= What you will do =
Count, in the entries below, the lines in which "direction" occurs. Give the number, nothing more.

= Study material =
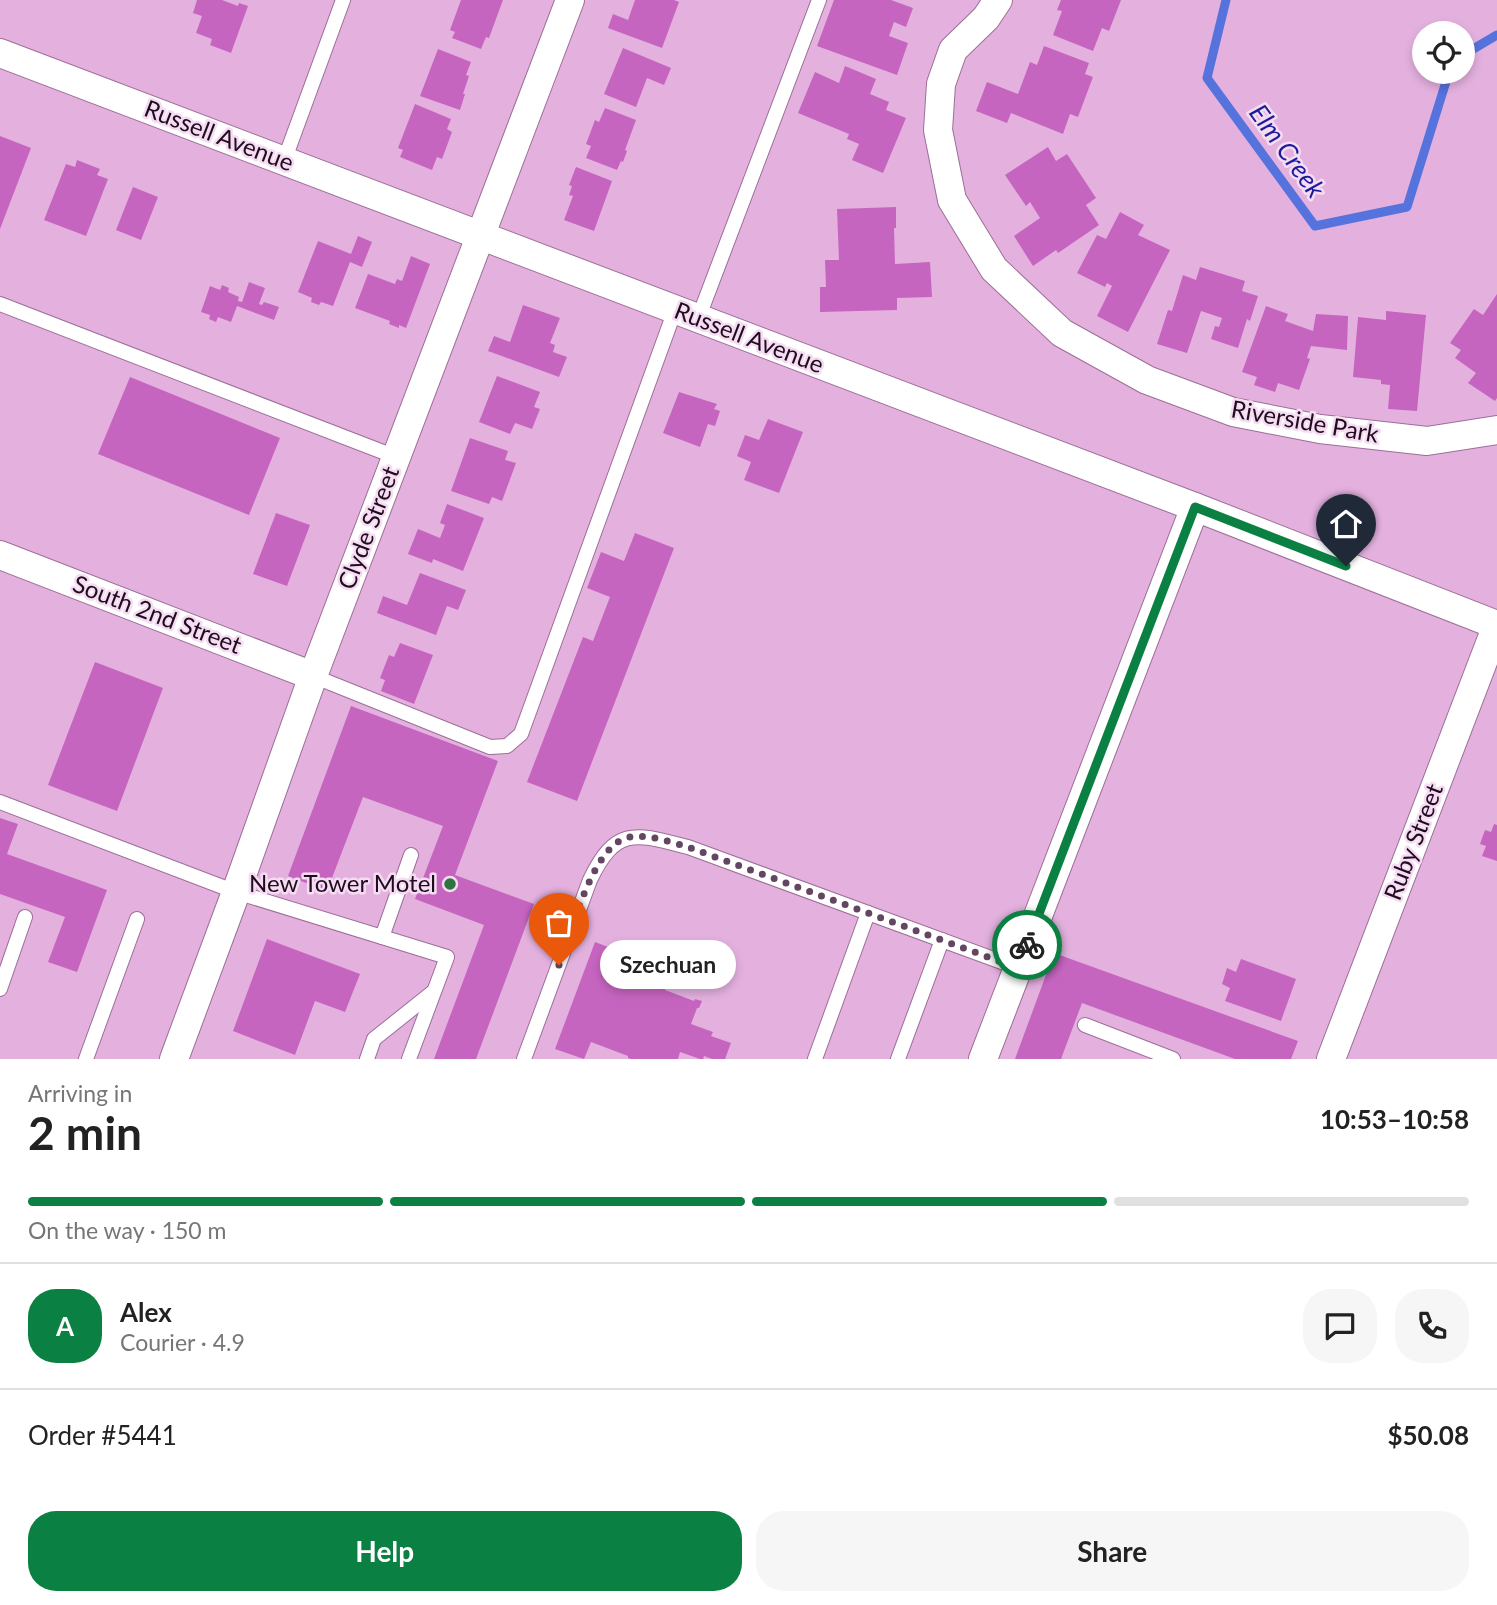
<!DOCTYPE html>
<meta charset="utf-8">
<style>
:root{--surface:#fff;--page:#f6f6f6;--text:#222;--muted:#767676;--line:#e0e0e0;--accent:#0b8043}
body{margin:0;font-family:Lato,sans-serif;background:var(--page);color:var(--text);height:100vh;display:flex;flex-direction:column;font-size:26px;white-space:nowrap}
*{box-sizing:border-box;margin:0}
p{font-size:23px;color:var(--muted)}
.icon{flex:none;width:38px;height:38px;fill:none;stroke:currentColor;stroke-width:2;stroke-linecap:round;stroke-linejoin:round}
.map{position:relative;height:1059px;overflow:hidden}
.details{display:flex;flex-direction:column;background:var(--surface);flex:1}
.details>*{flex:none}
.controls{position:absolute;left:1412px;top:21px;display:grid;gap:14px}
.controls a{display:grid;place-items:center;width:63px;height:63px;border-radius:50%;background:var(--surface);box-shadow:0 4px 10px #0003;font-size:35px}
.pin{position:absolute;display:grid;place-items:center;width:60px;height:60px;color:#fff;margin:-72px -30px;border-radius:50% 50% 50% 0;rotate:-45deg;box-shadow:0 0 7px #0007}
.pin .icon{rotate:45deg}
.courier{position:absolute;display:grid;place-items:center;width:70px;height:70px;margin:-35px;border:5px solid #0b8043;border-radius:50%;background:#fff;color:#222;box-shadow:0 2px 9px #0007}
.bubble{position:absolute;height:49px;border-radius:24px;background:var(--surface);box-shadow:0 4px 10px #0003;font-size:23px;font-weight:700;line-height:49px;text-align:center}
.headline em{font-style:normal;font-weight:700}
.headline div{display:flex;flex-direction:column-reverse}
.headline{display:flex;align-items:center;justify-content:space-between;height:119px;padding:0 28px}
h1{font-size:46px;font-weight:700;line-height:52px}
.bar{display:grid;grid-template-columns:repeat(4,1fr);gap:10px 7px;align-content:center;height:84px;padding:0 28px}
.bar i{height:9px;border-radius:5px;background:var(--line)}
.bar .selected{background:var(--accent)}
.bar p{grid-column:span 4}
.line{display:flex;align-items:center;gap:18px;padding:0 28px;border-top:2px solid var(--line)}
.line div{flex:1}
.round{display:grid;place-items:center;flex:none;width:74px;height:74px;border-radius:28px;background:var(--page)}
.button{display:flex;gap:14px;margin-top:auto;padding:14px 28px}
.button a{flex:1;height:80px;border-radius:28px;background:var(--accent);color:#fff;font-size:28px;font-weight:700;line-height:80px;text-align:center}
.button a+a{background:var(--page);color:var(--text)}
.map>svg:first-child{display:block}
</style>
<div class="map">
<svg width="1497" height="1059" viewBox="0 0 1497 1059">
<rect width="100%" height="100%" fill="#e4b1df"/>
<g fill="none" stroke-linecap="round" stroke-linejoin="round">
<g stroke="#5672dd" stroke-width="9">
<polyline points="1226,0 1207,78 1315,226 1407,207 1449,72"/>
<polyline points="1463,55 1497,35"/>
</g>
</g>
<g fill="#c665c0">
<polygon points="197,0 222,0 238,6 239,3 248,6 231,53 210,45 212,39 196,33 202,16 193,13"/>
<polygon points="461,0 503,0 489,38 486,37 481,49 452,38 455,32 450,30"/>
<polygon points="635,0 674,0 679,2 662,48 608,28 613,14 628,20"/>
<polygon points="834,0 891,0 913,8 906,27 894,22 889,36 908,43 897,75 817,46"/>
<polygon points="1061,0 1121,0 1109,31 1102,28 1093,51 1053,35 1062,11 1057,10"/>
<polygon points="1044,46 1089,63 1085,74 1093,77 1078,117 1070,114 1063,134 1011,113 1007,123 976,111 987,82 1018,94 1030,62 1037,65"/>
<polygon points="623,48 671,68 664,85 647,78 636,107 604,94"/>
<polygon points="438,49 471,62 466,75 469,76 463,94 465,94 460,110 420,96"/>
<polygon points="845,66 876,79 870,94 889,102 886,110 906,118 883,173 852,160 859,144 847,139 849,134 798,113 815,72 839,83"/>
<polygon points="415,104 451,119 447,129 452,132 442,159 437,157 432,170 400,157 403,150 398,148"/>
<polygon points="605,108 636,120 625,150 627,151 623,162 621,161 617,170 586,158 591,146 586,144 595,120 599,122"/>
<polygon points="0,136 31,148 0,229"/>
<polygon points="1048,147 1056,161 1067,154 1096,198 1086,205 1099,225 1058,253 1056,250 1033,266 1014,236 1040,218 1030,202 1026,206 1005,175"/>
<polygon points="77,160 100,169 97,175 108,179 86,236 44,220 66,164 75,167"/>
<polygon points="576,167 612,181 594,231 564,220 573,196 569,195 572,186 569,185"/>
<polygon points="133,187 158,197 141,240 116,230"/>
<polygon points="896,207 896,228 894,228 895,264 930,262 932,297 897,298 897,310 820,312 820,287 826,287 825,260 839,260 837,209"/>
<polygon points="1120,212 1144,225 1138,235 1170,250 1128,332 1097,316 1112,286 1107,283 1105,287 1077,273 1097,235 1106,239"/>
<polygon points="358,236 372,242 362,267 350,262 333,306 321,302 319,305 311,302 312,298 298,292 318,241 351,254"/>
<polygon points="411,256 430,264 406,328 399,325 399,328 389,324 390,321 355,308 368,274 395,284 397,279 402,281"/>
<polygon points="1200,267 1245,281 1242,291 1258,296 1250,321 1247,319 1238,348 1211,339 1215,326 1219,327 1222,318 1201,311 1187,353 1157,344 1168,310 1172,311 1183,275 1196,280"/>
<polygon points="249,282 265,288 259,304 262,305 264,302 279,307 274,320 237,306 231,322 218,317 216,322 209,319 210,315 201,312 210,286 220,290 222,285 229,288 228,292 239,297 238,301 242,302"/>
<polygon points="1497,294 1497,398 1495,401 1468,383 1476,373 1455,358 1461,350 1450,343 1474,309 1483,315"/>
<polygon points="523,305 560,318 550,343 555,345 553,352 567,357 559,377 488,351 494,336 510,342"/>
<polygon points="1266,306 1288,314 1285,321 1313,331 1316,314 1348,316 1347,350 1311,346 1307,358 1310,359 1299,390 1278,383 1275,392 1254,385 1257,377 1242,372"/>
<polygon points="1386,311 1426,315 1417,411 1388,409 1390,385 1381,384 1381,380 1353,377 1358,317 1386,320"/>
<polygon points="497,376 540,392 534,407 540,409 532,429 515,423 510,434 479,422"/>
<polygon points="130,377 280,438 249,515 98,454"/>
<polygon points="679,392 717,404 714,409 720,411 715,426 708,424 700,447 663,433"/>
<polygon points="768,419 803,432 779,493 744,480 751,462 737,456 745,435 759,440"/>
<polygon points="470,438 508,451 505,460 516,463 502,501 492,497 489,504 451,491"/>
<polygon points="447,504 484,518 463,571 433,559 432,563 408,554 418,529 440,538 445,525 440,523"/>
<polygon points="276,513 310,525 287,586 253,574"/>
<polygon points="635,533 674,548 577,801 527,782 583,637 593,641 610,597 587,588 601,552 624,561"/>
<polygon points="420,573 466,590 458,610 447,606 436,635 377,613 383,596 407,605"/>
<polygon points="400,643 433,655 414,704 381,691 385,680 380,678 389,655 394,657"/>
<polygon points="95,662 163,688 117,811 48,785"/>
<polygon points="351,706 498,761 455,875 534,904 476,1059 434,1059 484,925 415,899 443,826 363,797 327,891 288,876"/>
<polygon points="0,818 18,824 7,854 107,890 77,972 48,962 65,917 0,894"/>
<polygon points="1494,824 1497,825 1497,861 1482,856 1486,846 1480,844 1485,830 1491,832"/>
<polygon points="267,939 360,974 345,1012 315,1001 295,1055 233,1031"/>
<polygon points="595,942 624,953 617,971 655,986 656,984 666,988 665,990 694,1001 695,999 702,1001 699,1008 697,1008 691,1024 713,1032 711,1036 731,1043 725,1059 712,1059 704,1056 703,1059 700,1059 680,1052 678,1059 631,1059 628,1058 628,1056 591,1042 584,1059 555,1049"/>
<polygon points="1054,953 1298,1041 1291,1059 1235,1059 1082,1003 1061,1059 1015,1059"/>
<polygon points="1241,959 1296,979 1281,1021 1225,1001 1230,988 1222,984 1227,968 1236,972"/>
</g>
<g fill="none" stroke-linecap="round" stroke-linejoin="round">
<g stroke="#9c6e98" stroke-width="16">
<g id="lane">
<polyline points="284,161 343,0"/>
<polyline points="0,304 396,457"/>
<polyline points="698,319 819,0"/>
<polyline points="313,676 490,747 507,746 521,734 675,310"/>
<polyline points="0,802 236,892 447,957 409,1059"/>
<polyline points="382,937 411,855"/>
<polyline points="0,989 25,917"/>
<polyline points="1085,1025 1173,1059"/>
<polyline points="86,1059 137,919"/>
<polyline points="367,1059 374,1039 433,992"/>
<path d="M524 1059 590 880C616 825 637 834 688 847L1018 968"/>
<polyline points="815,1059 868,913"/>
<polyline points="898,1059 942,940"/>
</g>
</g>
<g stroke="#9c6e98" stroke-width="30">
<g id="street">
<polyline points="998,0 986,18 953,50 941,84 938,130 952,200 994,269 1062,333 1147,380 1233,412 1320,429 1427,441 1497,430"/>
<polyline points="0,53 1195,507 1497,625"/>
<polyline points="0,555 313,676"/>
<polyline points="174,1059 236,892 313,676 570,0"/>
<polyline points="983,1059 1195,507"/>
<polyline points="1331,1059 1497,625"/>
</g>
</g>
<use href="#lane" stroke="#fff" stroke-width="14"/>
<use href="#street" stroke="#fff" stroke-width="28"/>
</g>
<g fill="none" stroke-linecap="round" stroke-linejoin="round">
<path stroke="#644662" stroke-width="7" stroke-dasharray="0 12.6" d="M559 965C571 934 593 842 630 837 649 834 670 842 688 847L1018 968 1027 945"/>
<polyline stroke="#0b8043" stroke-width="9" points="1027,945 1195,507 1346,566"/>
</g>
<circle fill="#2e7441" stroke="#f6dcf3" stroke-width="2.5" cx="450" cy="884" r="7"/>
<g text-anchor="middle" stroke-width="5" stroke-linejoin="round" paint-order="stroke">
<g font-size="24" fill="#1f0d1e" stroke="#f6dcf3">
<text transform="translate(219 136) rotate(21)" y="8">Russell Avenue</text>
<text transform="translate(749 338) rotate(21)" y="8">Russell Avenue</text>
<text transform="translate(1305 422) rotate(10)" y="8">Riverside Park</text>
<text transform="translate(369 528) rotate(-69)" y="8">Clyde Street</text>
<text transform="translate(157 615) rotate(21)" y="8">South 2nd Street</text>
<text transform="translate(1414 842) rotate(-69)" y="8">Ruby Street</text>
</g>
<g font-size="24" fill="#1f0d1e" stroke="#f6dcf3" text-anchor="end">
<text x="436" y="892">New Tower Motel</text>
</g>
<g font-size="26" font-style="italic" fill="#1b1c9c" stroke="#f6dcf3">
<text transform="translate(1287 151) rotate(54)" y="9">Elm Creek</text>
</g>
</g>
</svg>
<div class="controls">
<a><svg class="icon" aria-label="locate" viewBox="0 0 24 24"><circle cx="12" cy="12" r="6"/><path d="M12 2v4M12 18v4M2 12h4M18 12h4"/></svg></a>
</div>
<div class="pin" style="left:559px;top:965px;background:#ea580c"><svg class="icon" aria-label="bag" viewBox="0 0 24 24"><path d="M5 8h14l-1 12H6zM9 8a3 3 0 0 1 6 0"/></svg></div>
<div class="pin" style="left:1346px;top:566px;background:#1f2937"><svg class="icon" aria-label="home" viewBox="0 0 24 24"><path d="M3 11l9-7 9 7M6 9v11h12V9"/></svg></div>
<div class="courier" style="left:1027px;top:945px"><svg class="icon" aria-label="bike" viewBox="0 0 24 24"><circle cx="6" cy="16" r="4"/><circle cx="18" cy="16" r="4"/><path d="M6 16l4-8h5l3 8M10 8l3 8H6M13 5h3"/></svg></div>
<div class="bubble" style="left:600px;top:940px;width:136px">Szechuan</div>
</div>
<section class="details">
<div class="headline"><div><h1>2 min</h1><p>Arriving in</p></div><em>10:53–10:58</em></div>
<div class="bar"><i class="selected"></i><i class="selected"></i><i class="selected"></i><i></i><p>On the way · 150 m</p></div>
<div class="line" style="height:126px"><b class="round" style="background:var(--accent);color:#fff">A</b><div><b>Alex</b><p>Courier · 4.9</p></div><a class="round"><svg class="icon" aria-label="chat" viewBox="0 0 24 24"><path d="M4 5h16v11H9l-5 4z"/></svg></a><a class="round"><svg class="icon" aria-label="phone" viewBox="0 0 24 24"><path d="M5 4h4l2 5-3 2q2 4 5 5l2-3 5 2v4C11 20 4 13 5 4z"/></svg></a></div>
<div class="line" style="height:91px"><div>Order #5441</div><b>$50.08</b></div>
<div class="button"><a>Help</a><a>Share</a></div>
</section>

= Worked solution =
3